# ASSIGNMENT
Copy out each line of the data holding "Береке".

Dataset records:
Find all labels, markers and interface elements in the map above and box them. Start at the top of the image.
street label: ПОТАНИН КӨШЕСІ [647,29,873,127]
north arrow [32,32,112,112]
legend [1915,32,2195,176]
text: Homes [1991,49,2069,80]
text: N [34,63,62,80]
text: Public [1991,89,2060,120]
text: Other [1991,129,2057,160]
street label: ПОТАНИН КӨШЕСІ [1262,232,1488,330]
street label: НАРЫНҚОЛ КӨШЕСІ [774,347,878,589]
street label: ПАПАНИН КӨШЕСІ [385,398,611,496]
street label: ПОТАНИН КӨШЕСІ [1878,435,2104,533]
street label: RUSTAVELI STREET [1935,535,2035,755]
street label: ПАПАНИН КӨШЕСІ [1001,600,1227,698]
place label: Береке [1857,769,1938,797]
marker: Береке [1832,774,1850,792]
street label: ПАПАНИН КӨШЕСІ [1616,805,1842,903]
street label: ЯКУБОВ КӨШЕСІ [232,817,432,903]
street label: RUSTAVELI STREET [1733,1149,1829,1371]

# SOLUTION TO THIS PROBLEM
place label: Береке [1857,769,1938,797]
marker: Береке [1832,774,1850,792]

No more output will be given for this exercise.